▶ _Aim of the exercise_
Where "nodes" occurs in a line of the entries below, copy that line.

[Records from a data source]

== == ==

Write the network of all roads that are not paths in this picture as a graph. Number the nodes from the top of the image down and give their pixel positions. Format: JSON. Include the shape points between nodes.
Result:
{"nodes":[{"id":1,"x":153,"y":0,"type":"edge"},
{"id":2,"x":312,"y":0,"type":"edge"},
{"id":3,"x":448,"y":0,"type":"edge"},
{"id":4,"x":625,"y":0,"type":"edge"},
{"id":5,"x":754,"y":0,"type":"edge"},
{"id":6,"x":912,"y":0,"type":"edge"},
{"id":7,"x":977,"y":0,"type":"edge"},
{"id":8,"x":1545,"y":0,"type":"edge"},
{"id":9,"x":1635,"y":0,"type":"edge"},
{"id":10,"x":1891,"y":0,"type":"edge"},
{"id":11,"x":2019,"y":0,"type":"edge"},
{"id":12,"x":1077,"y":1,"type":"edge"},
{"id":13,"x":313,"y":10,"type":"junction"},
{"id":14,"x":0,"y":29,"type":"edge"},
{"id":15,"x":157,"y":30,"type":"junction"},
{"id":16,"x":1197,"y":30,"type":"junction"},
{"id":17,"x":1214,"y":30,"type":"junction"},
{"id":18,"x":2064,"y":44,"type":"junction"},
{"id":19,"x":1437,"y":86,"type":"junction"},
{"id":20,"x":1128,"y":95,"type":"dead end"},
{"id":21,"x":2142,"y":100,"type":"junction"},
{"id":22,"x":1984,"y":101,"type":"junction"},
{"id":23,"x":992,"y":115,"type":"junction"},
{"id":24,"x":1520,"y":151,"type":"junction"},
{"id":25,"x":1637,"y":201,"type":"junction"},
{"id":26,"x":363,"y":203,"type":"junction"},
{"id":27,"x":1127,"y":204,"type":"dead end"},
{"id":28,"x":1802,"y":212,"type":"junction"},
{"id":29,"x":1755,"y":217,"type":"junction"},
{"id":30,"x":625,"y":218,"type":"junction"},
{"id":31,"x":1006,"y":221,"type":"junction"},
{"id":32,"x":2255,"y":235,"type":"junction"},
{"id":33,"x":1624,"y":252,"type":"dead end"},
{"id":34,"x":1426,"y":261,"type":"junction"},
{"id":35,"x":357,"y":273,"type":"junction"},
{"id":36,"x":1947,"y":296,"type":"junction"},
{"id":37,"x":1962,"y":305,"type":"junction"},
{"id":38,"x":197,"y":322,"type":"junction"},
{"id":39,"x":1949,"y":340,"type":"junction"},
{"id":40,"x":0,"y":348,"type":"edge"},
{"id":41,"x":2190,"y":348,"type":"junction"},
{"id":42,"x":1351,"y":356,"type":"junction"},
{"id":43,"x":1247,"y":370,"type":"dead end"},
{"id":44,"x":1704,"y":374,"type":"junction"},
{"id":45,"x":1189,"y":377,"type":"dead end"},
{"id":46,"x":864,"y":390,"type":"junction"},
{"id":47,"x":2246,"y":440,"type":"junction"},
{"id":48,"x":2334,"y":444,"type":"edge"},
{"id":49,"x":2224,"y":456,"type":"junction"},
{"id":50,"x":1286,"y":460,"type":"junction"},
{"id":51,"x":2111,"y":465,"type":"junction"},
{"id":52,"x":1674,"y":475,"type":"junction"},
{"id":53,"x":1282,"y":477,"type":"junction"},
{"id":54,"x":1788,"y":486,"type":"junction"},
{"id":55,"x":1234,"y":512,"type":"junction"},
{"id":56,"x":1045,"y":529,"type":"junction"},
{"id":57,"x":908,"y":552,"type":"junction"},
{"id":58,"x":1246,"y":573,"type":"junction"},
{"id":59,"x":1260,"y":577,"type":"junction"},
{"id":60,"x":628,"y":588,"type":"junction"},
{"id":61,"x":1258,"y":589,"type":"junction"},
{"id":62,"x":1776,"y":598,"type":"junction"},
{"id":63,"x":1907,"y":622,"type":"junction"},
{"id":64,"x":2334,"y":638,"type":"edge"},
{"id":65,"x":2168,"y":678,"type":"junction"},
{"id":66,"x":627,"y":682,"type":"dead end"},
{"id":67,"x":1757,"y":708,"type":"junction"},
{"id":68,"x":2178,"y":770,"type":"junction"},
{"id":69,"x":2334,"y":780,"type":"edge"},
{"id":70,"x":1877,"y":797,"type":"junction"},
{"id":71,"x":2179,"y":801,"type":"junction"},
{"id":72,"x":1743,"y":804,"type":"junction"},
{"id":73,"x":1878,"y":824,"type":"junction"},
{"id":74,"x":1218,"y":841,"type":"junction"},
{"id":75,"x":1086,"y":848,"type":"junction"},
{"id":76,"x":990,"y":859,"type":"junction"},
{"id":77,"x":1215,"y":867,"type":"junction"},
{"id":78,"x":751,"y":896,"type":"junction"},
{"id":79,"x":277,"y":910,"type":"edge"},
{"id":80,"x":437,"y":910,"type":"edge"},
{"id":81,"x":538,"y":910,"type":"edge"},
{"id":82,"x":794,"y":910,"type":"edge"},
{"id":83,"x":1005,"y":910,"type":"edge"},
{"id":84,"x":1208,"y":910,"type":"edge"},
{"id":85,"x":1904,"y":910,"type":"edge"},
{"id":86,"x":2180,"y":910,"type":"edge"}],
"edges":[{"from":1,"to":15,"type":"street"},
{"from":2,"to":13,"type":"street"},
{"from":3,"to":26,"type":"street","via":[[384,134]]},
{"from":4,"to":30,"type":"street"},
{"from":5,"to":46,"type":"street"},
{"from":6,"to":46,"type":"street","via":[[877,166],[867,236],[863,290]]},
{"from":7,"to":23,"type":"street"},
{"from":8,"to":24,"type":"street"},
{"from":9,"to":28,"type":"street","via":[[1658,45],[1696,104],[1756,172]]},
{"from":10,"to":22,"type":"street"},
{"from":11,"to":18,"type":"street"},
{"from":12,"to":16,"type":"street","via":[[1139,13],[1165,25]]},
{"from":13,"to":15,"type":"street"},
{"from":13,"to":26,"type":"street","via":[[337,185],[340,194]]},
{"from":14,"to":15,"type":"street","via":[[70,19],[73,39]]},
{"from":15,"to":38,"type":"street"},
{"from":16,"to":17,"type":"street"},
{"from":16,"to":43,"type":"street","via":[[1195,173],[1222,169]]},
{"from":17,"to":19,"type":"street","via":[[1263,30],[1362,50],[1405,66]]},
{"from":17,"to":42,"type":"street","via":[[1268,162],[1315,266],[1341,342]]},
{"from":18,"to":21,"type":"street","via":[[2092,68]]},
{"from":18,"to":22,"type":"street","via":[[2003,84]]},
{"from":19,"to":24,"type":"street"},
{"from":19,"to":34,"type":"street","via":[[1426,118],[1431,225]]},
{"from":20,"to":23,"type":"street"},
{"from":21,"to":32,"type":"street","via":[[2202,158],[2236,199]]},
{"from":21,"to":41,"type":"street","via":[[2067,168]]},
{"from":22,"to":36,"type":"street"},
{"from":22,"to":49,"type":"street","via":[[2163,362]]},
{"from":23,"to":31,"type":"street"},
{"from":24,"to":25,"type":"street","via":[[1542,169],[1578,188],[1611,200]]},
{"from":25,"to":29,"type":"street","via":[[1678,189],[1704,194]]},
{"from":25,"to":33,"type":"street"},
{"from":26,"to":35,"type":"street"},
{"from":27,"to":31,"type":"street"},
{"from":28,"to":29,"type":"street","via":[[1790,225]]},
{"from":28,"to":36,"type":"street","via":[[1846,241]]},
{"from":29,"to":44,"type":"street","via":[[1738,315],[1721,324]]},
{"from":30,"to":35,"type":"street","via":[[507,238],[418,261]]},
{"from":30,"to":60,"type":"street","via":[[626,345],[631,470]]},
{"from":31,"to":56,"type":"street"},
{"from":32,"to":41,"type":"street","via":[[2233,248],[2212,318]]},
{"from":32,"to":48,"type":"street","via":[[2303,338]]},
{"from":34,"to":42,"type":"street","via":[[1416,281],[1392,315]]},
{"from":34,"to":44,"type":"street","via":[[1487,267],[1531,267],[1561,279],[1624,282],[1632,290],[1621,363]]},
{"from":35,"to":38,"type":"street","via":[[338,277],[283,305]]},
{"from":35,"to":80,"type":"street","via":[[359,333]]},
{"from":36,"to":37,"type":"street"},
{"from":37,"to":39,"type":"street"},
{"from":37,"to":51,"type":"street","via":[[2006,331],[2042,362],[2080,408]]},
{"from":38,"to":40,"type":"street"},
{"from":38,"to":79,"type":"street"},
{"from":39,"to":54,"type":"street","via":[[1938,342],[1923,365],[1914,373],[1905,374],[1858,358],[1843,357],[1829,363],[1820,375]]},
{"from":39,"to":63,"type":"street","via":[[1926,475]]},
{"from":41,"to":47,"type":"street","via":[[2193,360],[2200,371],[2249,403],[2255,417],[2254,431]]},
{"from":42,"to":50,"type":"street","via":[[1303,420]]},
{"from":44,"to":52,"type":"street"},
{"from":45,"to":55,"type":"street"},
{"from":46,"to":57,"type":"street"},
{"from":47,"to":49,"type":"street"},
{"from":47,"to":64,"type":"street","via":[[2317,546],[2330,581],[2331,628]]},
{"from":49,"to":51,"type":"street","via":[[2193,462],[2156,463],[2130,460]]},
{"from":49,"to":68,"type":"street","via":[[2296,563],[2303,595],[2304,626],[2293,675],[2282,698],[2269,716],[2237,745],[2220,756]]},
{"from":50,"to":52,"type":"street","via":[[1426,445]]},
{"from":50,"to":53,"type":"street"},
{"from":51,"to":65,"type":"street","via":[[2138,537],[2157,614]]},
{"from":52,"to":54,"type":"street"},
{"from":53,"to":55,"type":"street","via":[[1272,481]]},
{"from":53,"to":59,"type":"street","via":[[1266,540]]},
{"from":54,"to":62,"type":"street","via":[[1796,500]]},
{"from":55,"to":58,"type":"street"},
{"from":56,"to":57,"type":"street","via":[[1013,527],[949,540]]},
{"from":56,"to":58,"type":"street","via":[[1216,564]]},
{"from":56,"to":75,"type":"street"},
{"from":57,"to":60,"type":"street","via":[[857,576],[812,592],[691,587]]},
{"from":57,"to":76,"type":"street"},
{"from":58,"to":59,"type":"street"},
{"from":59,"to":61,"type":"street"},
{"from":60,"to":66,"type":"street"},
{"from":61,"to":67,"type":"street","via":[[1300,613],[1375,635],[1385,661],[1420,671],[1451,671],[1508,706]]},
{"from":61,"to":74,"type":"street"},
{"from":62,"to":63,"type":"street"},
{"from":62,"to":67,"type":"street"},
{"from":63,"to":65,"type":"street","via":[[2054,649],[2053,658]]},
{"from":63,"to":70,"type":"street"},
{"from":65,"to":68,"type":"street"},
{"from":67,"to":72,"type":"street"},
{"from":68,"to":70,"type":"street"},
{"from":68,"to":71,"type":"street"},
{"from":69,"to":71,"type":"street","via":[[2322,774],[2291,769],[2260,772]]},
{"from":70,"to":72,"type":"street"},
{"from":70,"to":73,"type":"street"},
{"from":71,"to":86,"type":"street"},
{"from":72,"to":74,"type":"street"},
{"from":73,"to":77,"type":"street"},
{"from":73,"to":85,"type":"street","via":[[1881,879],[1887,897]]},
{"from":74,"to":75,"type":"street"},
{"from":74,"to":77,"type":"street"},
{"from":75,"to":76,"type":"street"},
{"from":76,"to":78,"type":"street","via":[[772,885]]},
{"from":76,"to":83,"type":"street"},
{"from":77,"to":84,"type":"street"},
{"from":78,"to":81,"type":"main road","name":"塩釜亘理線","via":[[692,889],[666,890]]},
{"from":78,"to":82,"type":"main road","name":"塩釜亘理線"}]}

== == ==

▶ _Output below_
Write the network of all roads that are not paths in this picture as a graph. Number the nodes from the top of the image down and give their pixel positions. Format: JSON. Include the shape points between nodes.
{"nodes":[{"id":1,"x":153,"y":0,"type":"edge"},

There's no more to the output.